Reproduce every line that appears below, precisely and completely.

* [Source data]:
* * *

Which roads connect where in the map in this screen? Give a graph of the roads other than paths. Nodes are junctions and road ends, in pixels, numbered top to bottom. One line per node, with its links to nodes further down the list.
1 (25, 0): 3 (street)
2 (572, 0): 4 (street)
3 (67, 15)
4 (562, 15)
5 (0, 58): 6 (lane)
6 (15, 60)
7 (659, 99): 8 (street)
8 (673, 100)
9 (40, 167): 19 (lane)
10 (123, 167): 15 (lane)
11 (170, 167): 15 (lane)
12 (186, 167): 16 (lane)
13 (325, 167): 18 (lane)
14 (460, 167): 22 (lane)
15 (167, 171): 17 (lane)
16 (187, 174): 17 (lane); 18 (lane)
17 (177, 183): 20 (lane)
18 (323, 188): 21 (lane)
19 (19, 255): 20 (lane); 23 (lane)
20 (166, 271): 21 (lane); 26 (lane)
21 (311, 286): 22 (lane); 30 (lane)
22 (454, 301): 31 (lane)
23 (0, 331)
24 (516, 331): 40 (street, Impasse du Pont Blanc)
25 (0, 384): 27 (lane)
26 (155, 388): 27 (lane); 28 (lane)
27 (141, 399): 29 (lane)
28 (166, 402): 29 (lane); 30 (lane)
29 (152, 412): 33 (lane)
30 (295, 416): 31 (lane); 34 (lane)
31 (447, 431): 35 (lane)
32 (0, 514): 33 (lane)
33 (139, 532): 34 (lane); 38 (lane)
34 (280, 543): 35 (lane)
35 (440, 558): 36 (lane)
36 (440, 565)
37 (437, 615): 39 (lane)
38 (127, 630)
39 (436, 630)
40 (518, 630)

* * *

* [Output of the task]:
Which roads connect where in the map in this screen? Give a graph of the roads other than paths. Nodes are junctions and road ends, in pixels, numbered top to bottom. One line per node, with its links to nodes further down the list.
1 (25, 0): 3 (street)
2 (572, 0): 4 (street)
3 (67, 15)
4 (562, 15)
5 (0, 58): 6 (lane)
6 (15, 60)
7 (659, 99): 8 (street)
8 (673, 100)
9 (40, 167): 19 (lane)
10 (123, 167): 15 (lane)
11 (170, 167): 15 (lane)
12 (186, 167): 16 (lane)
13 (325, 167): 18 (lane)
14 (460, 167): 22 (lane)
15 (167, 171): 17 (lane)
16 (187, 174): 17 (lane); 18 (lane)
17 (177, 183): 20 (lane)
18 (323, 188): 21 (lane)
19 (19, 255): 20 (lane); 23 (lane)
20 (166, 271): 21 (lane); 26 (lane)
21 (311, 286): 22 (lane); 30 (lane)
22 (454, 301): 31 (lane)
23 (0, 331)
24 (516, 331): 40 (street, Impasse du Pont Blanc)
25 (0, 384): 27 (lane)
26 (155, 388): 27 (lane); 28 (lane)
27 (141, 399): 29 (lane)
28 (166, 402): 29 (lane); 30 (lane)
29 (152, 412): 33 (lane)
30 (295, 416): 31 (lane); 34 (lane)
31 (447, 431): 35 (lane)
32 (0, 514): 33 (lane)
33 (139, 532): 34 (lane); 38 (lane)
34 (280, 543): 35 (lane)
35 (440, 558): 36 (lane)
36 (440, 565)
37 (437, 615): 39 (lane)
38 (127, 630)
39 (436, 630)
40 (518, 630)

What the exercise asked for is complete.